In an old cartoon by Charles Addams, a man and his son walk through a park and look at statues, each of which depicts a little clutch of people. “There are no great men, my boy,” the father says, “only great committees” (The New Yorker, May 5, 1975). 

We laugh. A great committee—how absurd! For quite a while, the venerable committee has been out of style. Books on how to jazz up congregations scorn the committee as a time-wasting fossil of the pre-postmodern era.

And yet, some committees accomplish a great deal—managing existing programs, generating and evaluating new ideas, and making it possible for their parent body to make decisions more wisely. What makes it possible for a committee to be good, or even great?

Most standing committees in churches and synagogues are really not committees at all; they have charge of an activity. In effect, they function as department heads. If I ran the world, such committees would be called teams. In larger congregations, the paid staff would generally appoint their leaders, direct their work, and take responsibility for their performance.

But some committees really are committees: they don’t exist to manage operational work but to support decision-making by a parent body like the governing board or congregation.

This is the original idea of a committee as defined in parliamentary manuals like Robert’s Rules of Order, and it’s not a bad idea. Small groups can do things large groups can’t. It is often more efficient to create a committee to address a complex matter than for the parent body to take it on alone. Unfortunately, “the committee” has become an all-purpose organizing tool. Like the person with a hammer who sees only nails, we assign every kind of task to a committee.

Lots of committees do good work; a few are truly great. Good committees do what they’re told: pre-process a decision, come up with a recommended action, and make a case for it before the board.
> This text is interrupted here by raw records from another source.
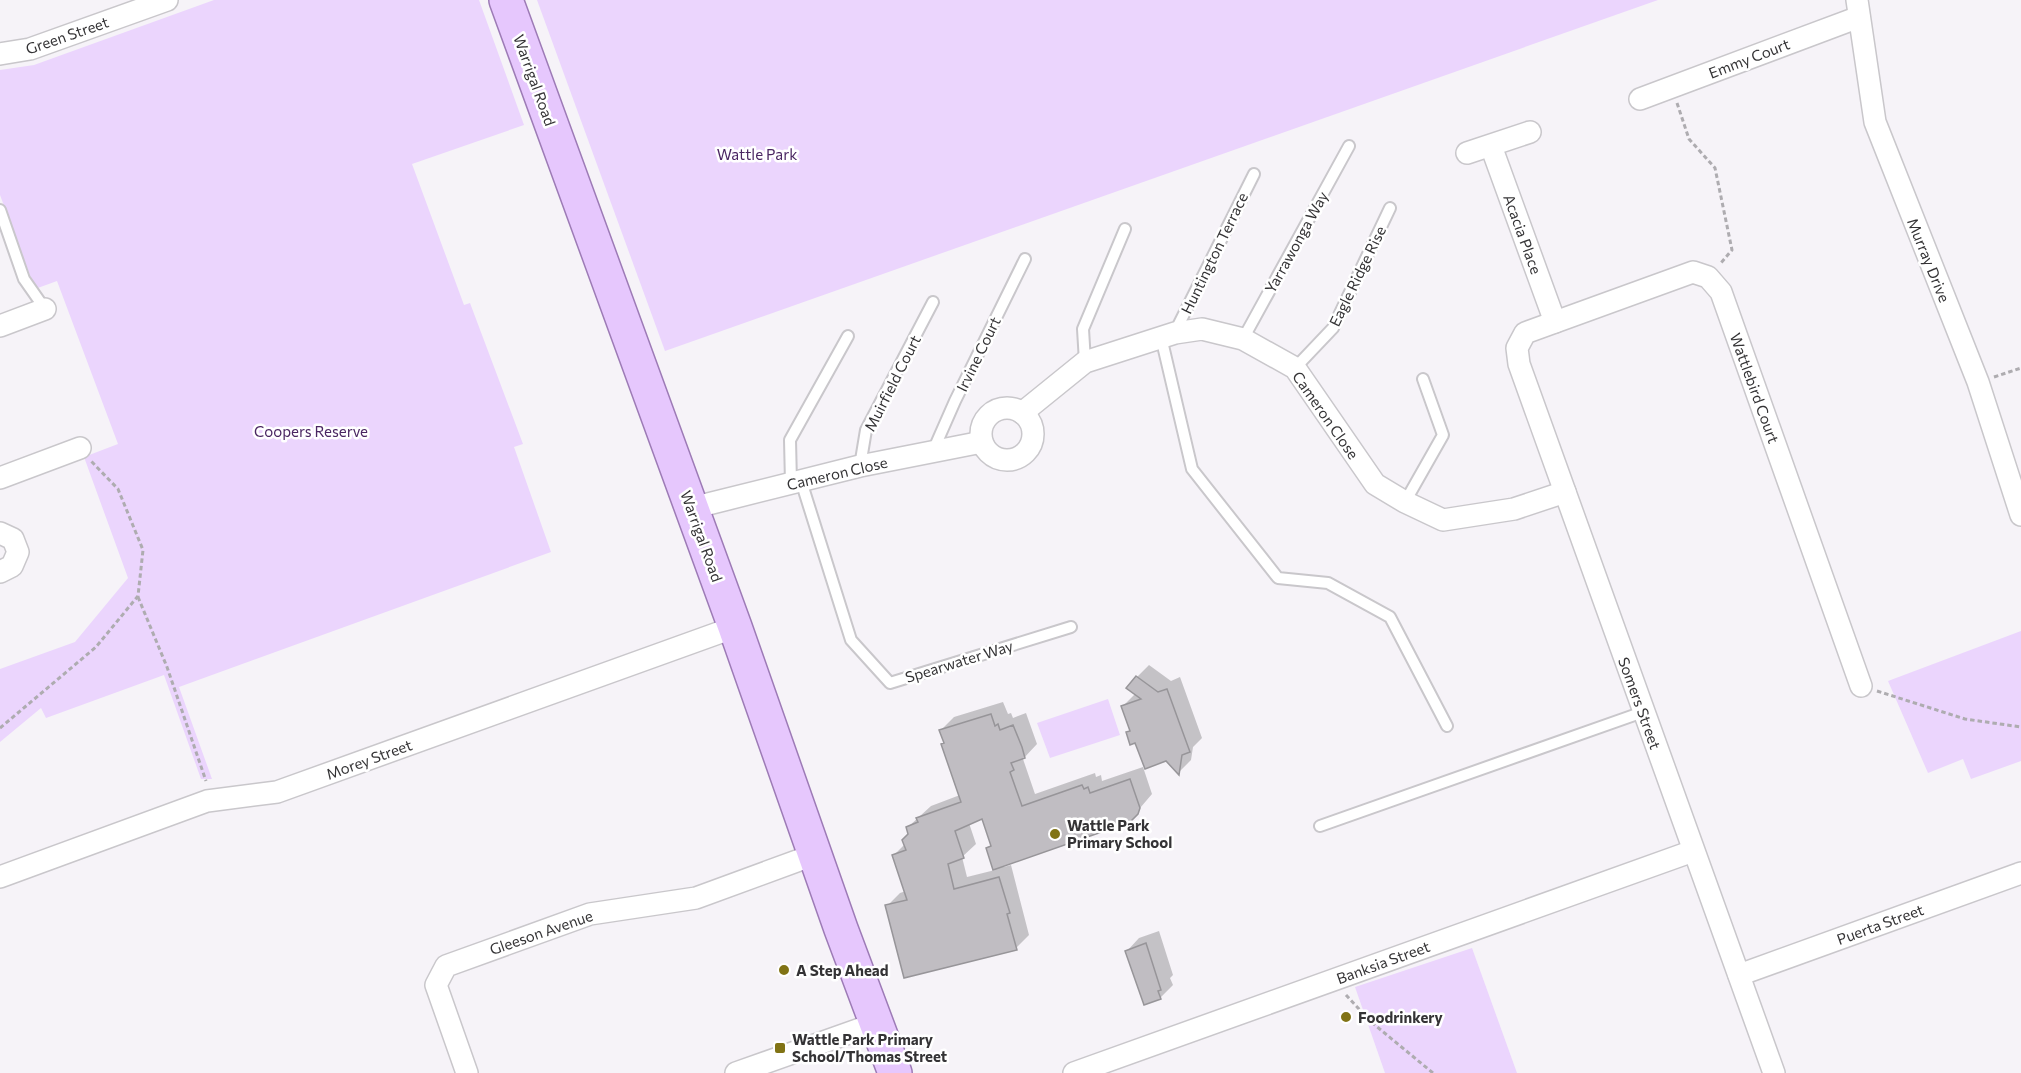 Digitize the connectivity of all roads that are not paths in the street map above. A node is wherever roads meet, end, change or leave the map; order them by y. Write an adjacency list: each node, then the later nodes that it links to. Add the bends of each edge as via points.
1 (167, 0): 4 (street, Green Street, via 30,49)
2 (506, 0): 34 (main road, Warrigal Road)
3 (1858, 8): 5 (street, Emmy Court); 35 (street, Murray Drive, via 1875,122 1978,382)
4 (0, 54)
5 (1640, 99)
6 (1530, 132): 8 (street)
7 (1349, 146): 21 (lane, Yarrawonga Way)
8 (1491, 146): 9 (street); 17 (street, Acacia Place)
9 (1467, 153)
10 (1254, 174): 19 (lane, Huntington Terrace)
11 (1390, 208): 23 (lane, Eagle Ridge Rise, via 1333,328)
12 (0, 210): 16 (lane, via 24,279)
13 (1125, 229): 22 (lane, via 1083,329)
14 (1025, 259): 28 (lane, Irvine Court)
15 (933, 302): 29 (lane, Muirfield Court, via 867,430)
16 (45, 309): 18 (street)
17 (1555, 322): 32 (street, Somers Street, via 1525,333 1517,348 1519,364); 40 (street, Wattlebird Court, via 1693,272 1708,277 1722,292)
18 (0, 326)
19 (1168, 335): 21 (street, Cameron Close, via 1202,329); 22 (street, Cameron Close); 42 (lane, via 1192,469 1278,578 1328,583 1390,617)
20 (848, 336): 31 (lane, via 790,440)
21 (1243, 339): 23 (street, Cameron Close)
22 (1085, 362): 25 (street, Cameron Close)
23 (1295, 368): 33 (street, Cameron Close, via 1375,484)
24 (1423, 379): 33 (lane, via 1443,435)
25 (1022, 413): 26 (street, via 1007,408 992,413 982,426); 26 (street, via 1034,432 1026,453 1018,459 1000,460)
26 (982, 442): 28 (street, Cameron Close)
27 (80, 448): 30 (street)
28 (933, 451): 29 (street, Cameron Close)
29 (860, 466): 31 (street, Cameron Close)
30 (0, 478)
31 (796, 482): 34 (street, Cameron Close); 39 (lane, Spearwater Way, via 851,640 890,683)
32 (1565, 492): 33 (street, Cameron Close, via 1514,509 1443,520); 41 (street, Somers Street)
33 (1405, 502)
34 (692, 508): 38 (main road, Warrigal Road)
35 (2021, 515)
36 (0, 532): 37 (street, via 13,539 18,552 12,566)
37 (0, 572)
38 (735, 627): 45 (main road, Warrigal Road); 47 (street, Morey Street, via 277,792 207,801)
39 (1071, 627)
40 (1861, 686)
41 (1643, 712): 43 (lane); 44 (street, Somers Street)
42 (1447, 726)
43 (1320, 826)
44 (1693, 851): 48 (street, Somers Street); 53 (street, Banksia Street)
45 (816, 854): 49 (main road, Warrigal Road); 50 (street, Gleeson Avenue, via 696,898 590,914 446,966 436,986)
46 (2021, 873): 48 (street, Puerta Street)
47 (0, 877)
48 (1738, 975): 54 (street, Somers Street)
49 (877, 1023): 51 (street); 52 (main road, Warrigal Road)
50 (467, 1073)
51 (736, 1073)
52 (895, 1073)
53 (1074, 1073)
54 (1774, 1073)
The board often does as its committee recommends—either because it is persuaded or perhaps simply because it thinks it should “trust the committees.”

Some boards refer business to committees in a more or less frank effort to evade responsibility. A board might, for example, create a committee to choose new carpet for the sanctuary. Such a committee’s job, of course, is mainly to take some of the heat for a decision that is guaranteed to be controversial. The board approves the recommended color (puce), piously intones its gratitude to the committee, and moves on to something else.

One wonders, in such cases, why the board doesn’t simply delegate authority to choose a carpet color. But by going through these motions, the board reassures itself that it is in the driver’s seat. Nothing is lost but a good chunk of everybody’s time, as each decision gets discussed three times or more.

Fine. But it’s not so fine when boards do the same thing with the annual budget, or the building plan—passing the buck to a committee on decisions that affect ministry priorities over months or years. Boards are especially keen to brush such matters off, not only because they are complex and time-consuming, but because to make them well, the board would have to understand and discuss subjects boards rarely talk about—like worship, education, music or social action.

A good committee accepts its charge, completes it, and relieves the board, as much as possible, from stress. But for critical decisions, the board needs a committee that is not just good, but great. A great committee scrutinizes its charge and demands more guidance if it needs it. Rather than relieving the board of its responsibilities, it sets the table for the board to face its most important questions and address them after full and open conversation.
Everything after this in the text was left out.